Все, кто встречал Фондаминского в последние годы перед войной, чувствовали, что этот апостольский энтузиазм и интеллигентский героизм без малейшего внутреннего противоречия соединялись в его сердце с христианским подвижничеством. Это не покажется удивительным, если вспомнить, что позитивизм и материализм, в готовом виде заимствованные у Запада, образовывали непроходимые заторы на поверхности сознания орденского человека, но оставались чуждыми глубине его души, жившей отголосками Нагорной проповеди. Федотов был, конечно, прав, утверждая, что народническое прошлое не мешало, а облегчало для Фондаминского его христианское самовоспитание — «в науке любви безбожные праведники русской интеллигенции мало чему могли научиться у современных христиан. Остался также и народнический «кенозис», та форма социальной аскезы, которой русская интеллигенция сближается с традицией русских святых».

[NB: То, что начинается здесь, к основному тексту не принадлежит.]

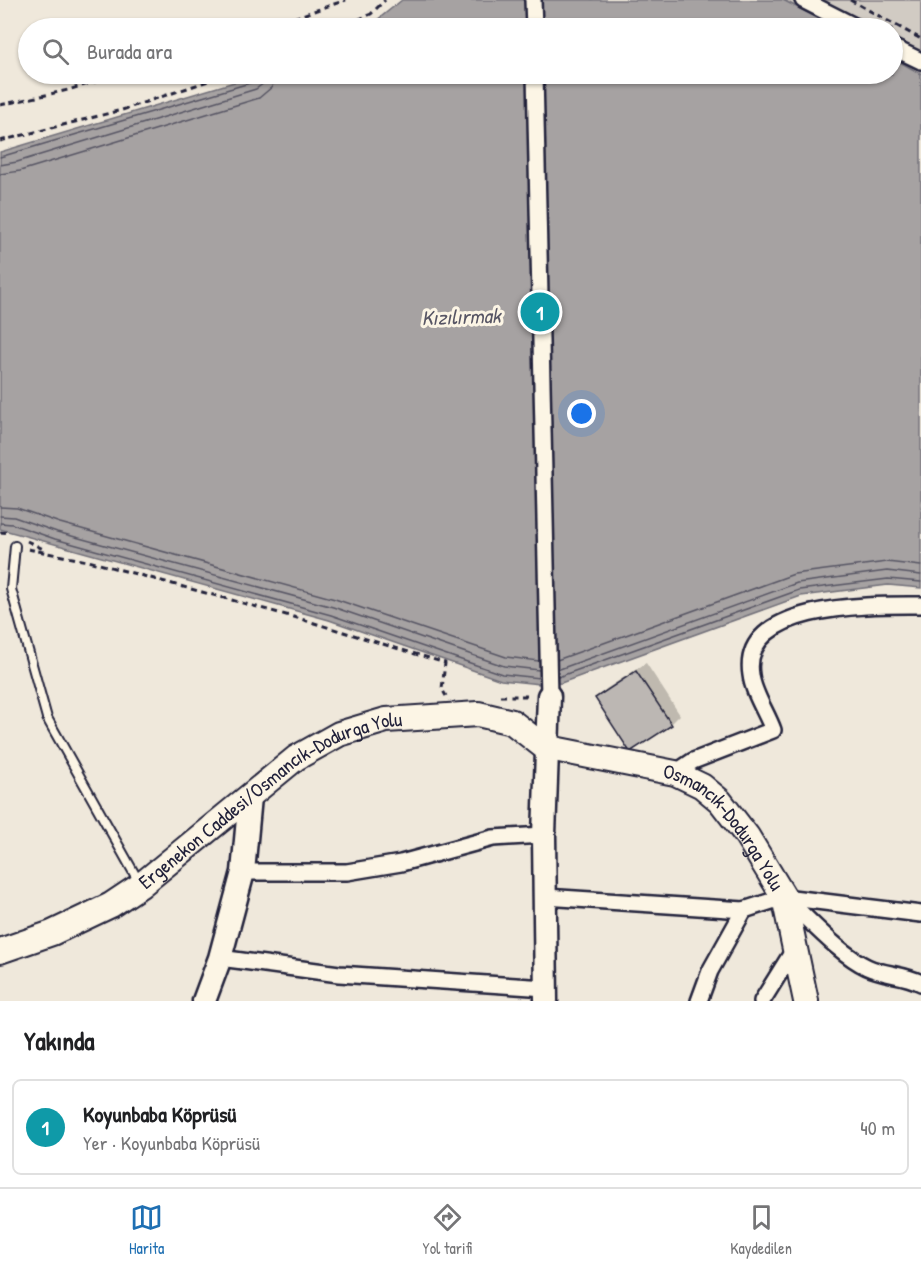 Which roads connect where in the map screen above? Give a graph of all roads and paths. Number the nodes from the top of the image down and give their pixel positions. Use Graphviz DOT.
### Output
graph roads {
  1 [pos="346,0"];
  2 [pos="385,0"];
  3 [pos="533,0"];
  4 [pos="803,0"];
  5 [pos="850,0"];
  6 [pos="293,18"];
  7 [pos="362,18"];
  8 [pos="534,18"];
  9 [pos="838,18"];
  10 [pos="883,18"];
  11 [pos="903,29"];
  12 [pos="921,39"];
  13 [pos="903,53"];
  14 [pos="921,62"];
  15 [pos="88,84"];
  16 [pos="199,84"];
  17 [pos="535,84"];
  18 [pos="0,105"];
  19 [pos="0,141"];
  20 [pos="15,546"];
  21 [pos="921,605"];
  22 [pos="442,689"];
  23 [pos="549,696"];
  24 [pos="547,748"];
  25 [pos="675,773"];
  26 [pos="250,797"];
  27 [pos="544,835"];
  28 [pos="243,872"];
  29 [pos="141,885"];
  30 [pos="545,897"];
  31 [pos="784,897"];
  32 [pos="744,910"];
  33 [pos="921,914"];
  34 [pos="795,948"];
  35 [pos="0,951"];
  36 [pos="220,958"];
  37 [pos="921,983"];
  38 [pos="546,994"];
  39 [pos="204,1001"];
  40 [pos="699,1001"];
  41 [pos="762,1001"];
  42 [pos="807,1001"];
  1 -- 6 [label="path"];
  2 -- 7 [label="path"];
  3 -- 8 [label="street"];
  4 -- 9 [label="street"];
  5 -- 10 [label="path"];
  11 -- 12 [label="path"];
  13 -- 14 [label="street"];
  15 -- 18 [label="path"];
  16 -- 19 [label="path"];
  17 -- 23 [label="street"];
  20 -- 22 [label="path"];
  20 -- 29 [label="lane"];
  21 -- 25 [label="street"];
  23 -- 24 [label="street"];
  24 -- 25 [label="main road, Osmancık-Dodurga Yolu"];
  24 -- 26 [label="main road, Ergenekon Caddesi/Osmancık-Dodurga Yolu"];
  24 -- 27 [label="street"];
  25 -- 31 [label="main road, Osmancık-Dodurga Yolu"];
  26 -- 28 [label="street"];
  26 -- 29 [label="main road, Ergenekon Caddesi/Osmancık-Dodurga Yolu"];
  27 -- 28 [label="street"];
  27 -- 30 [label="street"];
  28 -- 36 [label="street"];
  29 -- 35 [label="main road, Ergenekon Caddesi/Osmancık-Dodurga Yolu"];
  30 -- 32 [label="street"];
  30 -- 38 [label="street"];
  31 -- 32 [label="street"];
  31 -- 33 [label="street"];
  31 -- 34 [label="main road, Osmancık-Dodurga Yolu"];
  31 -- 37 [label="street"];
  32 -- 40 [label="street"];
  34 -- 41 [label="street"];
  34 -- 42 [label="main road, Osmancık-Dodurga Yolu"];
  36 -- 38 [label="street"];
  36 -- 39 [label="street"];
} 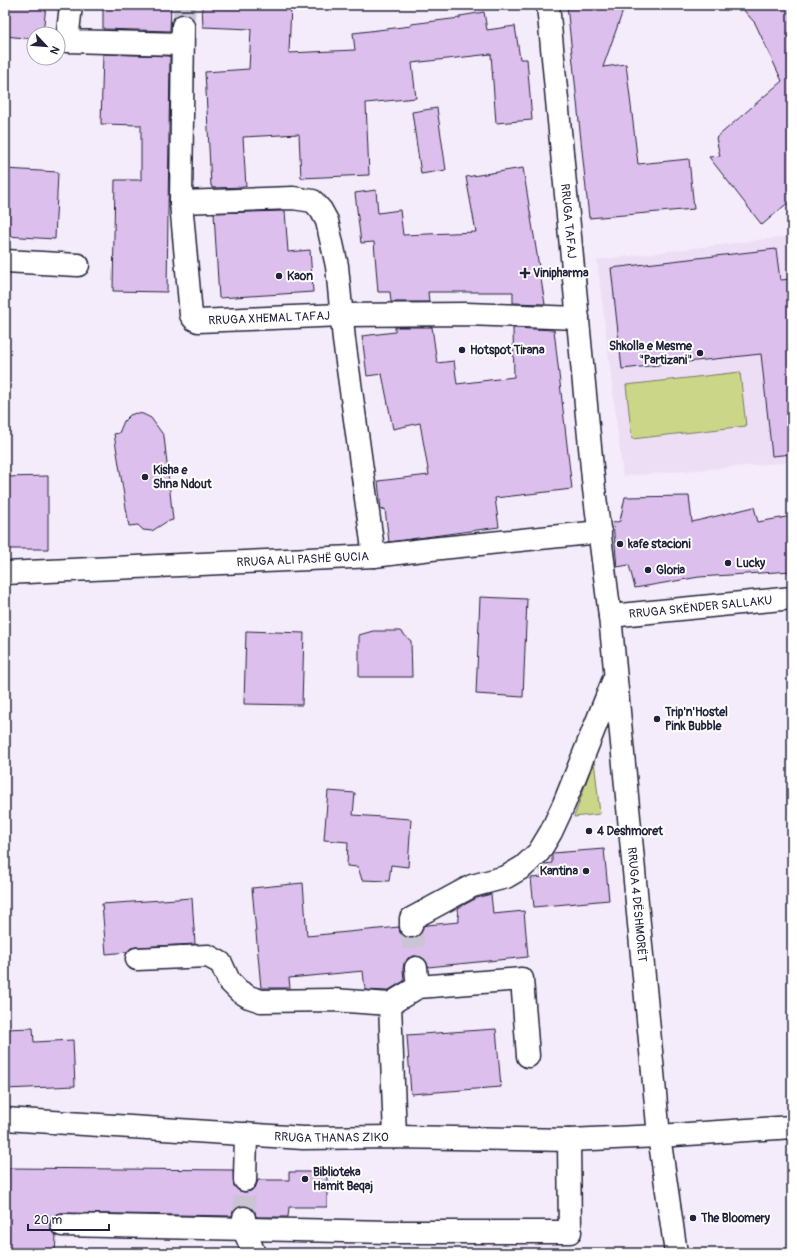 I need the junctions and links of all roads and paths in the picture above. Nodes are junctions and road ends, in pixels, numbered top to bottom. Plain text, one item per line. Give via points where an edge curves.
1 (71, 5) edge
2 (548, 5) edge
3 (181, 202) junction
4 (5, 261) edge
5 (78, 265) dead end
6 (342, 315) junction
7 (578, 318) junction
8 (600, 532) junction
9 (374, 556) junction
10 (5, 573) edge
11 (792, 598) edge
12 (610, 616) junction
13 (615, 676) junction
14 (411, 926) dead end
15 (137, 959) dead end
16 (390, 1004) junction
17 (528, 1056) dead end
18 (5, 1119) edge
19 (792, 1127) edge
20 (246, 1134) junction
21 (659, 1136) junction
22 (395, 1137) junction
23 (569, 1140) junction
24 (245, 1180) tunnel mouth
25 (244, 1224) junction
26 (62, 1225) dead end
27 (254, 1253) edge
28 (676, 1253) edge

1 - 3 street, RRUGA XHEMAL TAFAJ via 67,41 183,35
2 - 7 street, RRUGA TAFAJ
3 - 6 street, RRUGA XHEMAL TAFAJ via 293,198 313,201 327,221 337,266
3 - 6 street, RRUGA XHEMAL TAFAJ via 191,315 194,319
4 - 5 street
6 - 7 street, RRUGA XHEMAL TAFAJ via 466,314
6 - 9 street, RRUGA XHEMAL TAFAJ
7 - 8 street, RRUGA TAFAJ
8 - 9 street, RRUGA ALI PASHË GUCIA
8 - 12 street, RRUGA 4 DËSHMORËT
9 - 10 street, RRUGA ALI PASHË GUCIA
11 - 12 street, RRUGA SKËNDER SALLAKU
12 - 13 street, RRUGA 4 DËSHMORËT
13 - 14 street via 564,804 539,852 506,877 472,886 411,919
13 - 21 street, RRUGA 4 DËSHMORËT
15 - 16 street via 208,956 221,963 229,981 239,991 261,1001 333,1000
16 - 17 street via 417,977 522,979
16 - 22 street
18 - 20 street, RRUGA THANAS ZIKO
19 - 21 street, RRUGA THANAS ZIKO
20 - 22 street, RRUGA THANAS ZIKO via 303,1138
20 - 24 street
21 - 23 street, RRUGA THANAS ZIKO
21 - 28 street, RRUGA 4 DËSHMORËT
22 - 23 street, RRUGA THANAS ZIKO
23 - 25 street via 570,1232 456,1233
25 - 26 street
25 - 27 street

Это поражающее родственное сходство «безбожных праведников русской интеллигенции» с христианскими святыми свидетельствует, что мы имеем тут дело с проявлением действия не двух разнородных, противоположных сил, а двух дополняющих друг друга тенденций первоначально единого мистического порыва. Сама смерть Фондаминского была одновременно и смертью борца-революционера и смертью христианского мученика, безропотно и бесстрашно предстоящего перед палачами. Смерть эта была наполовину добровольная. Фондаминский мог уехать в Америку и не уехал; уже в лагере, когда его по болезни перевели в больницу, представлялась возможность спасения — друзья брались устроить ему побег. Он отказался, говоря, что хочет разделить участь обреченных евреев.